Up to this point, she’d been so focused on her own survival, possibly so in shock from what was happening to her, that she hadn’t yet paused to consider the marvel of it all. She was somehow on another planet that also had life. And not only simple life either, but seemingly sentient life. The creature yanking at her hair (which was very likely bleeding at this point) had a plan of some sort. Hopefully not too nefarious a plan.
It had taken Earth over four billion years (or was it three and some change? She couldn’t quite remember) to develop sentient life (assuming that the creature yanking her hair was intelligent, which she still assumed it was), which was the modern human. How long had this planet and star system been spinning and cooking? Red stars (again, assuming that’s what was in the sky, but she was pretty confident) lasted much longer than yellow stars. With this in mind, could these creatures have lived on this planet longer than life had been on Earth?
Stop. Claudia told herself. She knew she was thinking about these things because she didn’t want to think about what was coming next. She really had no plan at all, no way of dealing with whatever was happening to her. Was she going to be eaten? Stand trial in some alien form of court? She thought again of those rows of vibrating, coiling teeth, and thought the former might be more likely than the latter. Don’t humans bring their kill home to prepare for a meal? Yes, but they usually kill and gut the animal in the field before they do, too. She still had her gut intact.

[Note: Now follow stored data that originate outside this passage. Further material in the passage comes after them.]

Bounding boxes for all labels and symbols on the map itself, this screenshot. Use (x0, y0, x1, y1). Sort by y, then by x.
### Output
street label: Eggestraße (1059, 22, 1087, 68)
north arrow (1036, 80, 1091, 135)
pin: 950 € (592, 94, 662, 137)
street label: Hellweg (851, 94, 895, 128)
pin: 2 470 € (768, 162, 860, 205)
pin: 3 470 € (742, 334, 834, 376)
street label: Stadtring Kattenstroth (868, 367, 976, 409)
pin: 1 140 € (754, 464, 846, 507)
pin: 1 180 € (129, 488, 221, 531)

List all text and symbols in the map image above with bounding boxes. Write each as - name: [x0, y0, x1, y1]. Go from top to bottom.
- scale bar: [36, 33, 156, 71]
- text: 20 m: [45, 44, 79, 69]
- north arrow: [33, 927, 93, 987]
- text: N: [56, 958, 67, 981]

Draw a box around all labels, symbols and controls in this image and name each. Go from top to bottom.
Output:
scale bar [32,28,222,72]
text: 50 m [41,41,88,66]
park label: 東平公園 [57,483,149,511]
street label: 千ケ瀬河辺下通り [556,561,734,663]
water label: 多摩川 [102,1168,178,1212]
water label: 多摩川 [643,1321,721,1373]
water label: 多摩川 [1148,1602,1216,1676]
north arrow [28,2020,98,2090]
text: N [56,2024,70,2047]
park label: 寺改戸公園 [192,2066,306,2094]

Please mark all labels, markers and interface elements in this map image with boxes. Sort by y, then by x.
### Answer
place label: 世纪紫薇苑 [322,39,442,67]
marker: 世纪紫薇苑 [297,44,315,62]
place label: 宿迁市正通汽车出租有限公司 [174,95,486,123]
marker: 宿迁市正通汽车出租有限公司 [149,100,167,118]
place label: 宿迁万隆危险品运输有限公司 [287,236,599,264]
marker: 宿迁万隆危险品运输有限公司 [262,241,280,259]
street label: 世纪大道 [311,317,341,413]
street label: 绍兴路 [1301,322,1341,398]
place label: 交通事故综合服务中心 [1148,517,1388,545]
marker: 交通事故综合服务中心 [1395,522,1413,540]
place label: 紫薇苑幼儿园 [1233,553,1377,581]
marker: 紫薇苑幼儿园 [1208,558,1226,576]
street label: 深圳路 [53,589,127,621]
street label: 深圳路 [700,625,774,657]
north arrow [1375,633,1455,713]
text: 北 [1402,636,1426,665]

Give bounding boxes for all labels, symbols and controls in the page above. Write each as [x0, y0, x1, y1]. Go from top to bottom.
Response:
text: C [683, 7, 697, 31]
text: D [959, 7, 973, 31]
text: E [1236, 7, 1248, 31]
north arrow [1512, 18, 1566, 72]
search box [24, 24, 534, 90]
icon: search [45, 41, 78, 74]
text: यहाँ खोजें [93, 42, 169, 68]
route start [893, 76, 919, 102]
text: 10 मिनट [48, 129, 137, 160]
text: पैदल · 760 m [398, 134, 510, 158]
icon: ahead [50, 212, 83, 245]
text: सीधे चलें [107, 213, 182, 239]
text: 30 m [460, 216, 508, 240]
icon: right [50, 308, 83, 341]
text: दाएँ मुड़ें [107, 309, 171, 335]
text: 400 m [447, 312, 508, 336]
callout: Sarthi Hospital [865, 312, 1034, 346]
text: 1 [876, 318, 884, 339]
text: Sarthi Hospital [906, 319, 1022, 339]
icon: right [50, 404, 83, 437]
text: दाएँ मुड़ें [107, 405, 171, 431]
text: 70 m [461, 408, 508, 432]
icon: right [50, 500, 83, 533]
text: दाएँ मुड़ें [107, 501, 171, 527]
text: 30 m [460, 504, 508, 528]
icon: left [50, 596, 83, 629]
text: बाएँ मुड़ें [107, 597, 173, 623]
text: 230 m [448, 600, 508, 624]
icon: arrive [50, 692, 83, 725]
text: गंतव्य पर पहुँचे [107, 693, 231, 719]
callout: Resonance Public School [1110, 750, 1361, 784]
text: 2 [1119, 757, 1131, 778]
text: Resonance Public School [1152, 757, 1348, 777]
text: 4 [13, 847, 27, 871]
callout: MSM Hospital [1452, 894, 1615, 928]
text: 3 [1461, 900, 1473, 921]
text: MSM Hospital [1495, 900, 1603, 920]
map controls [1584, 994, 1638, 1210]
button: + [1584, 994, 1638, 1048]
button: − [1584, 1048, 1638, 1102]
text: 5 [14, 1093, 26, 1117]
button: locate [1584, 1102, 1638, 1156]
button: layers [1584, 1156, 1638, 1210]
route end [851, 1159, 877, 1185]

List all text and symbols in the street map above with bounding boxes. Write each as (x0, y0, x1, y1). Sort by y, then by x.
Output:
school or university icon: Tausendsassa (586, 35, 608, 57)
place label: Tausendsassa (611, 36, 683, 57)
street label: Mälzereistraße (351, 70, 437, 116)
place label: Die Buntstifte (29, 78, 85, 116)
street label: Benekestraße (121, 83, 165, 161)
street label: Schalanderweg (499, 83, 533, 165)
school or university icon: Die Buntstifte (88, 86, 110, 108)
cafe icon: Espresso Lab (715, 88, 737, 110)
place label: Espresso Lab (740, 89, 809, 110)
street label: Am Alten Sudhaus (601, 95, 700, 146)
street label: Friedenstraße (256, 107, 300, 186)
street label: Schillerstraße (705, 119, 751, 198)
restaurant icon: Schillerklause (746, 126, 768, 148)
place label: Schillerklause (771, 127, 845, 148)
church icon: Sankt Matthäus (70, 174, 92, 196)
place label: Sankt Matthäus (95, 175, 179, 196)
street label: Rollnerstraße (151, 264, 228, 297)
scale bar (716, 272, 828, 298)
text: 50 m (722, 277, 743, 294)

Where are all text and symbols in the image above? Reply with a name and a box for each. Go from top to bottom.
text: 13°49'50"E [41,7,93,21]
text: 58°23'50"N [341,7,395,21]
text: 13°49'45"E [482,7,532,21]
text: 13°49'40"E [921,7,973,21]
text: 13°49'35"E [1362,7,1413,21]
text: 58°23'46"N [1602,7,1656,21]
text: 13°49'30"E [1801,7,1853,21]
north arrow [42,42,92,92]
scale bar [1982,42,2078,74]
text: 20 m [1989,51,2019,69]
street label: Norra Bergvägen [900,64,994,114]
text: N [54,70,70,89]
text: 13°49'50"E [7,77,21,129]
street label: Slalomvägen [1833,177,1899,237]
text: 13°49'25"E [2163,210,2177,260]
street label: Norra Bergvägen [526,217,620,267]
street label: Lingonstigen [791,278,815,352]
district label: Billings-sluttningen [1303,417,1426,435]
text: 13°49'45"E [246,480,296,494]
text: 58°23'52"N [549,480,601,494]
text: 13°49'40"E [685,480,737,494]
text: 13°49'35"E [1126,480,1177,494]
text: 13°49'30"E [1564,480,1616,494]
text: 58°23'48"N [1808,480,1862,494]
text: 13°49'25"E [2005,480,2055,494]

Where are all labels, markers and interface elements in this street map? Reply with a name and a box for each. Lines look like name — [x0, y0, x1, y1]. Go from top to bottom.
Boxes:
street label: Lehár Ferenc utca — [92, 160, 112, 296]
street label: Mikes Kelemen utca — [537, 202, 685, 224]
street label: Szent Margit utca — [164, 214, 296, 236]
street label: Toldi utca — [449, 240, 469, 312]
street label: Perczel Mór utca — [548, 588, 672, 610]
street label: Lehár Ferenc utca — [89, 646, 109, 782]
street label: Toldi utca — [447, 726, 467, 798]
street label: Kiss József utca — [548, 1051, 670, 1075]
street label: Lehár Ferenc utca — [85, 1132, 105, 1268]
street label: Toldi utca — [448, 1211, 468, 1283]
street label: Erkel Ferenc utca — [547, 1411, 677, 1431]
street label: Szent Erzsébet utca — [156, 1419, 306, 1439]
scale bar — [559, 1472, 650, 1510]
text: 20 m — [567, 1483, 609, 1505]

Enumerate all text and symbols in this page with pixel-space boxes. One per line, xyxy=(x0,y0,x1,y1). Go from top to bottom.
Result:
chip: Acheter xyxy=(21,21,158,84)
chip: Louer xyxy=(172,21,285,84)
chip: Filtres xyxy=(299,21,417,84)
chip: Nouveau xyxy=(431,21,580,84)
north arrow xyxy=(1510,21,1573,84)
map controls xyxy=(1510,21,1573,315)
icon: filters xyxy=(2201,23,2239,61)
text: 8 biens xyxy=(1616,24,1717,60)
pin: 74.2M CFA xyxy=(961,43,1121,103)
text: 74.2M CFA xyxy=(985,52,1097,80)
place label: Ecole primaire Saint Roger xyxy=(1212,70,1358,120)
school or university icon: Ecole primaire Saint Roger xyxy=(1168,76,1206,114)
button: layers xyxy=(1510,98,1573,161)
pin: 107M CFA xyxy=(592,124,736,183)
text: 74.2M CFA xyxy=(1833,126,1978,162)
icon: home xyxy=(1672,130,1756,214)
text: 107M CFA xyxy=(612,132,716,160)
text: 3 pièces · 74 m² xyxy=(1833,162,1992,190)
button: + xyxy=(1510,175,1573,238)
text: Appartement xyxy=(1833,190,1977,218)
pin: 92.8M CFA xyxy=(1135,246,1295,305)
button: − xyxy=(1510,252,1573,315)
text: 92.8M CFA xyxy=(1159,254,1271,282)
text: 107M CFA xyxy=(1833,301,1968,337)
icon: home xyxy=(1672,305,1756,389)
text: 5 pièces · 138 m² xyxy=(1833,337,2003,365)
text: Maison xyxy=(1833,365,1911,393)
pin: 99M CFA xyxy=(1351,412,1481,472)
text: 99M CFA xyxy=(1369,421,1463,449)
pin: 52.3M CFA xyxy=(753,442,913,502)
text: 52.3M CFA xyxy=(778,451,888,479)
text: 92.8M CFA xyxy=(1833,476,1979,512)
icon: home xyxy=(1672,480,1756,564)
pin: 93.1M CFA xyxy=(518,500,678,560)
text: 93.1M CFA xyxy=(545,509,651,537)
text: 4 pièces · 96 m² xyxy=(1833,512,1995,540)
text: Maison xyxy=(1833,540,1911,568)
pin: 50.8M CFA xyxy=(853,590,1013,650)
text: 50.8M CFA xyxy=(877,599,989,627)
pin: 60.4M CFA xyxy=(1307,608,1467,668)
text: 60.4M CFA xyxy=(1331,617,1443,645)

She had to think about this is a different light. What if humans had found a new creature in the wild that they hadn’t seen before? If found by a scientist, it would be captured and studied in some kind of controlled habitat (if it was found and/or kept alive). Yet, more likely than not, it would be found by some redneck hunter, which brought her back to the consuming and eating theory.
She didn’t like being back there.
She tried stopping her feet and pulling back on her hair. The only thing this accomplished was being pulled forward onto her knees and drug along the dirt for a few feet before she was able to get her feet back underneath her. The creature ground its teeth at her, that sound of metal cutting metal. There were needles of pain in her scalp, and a wetness she was certain was blood.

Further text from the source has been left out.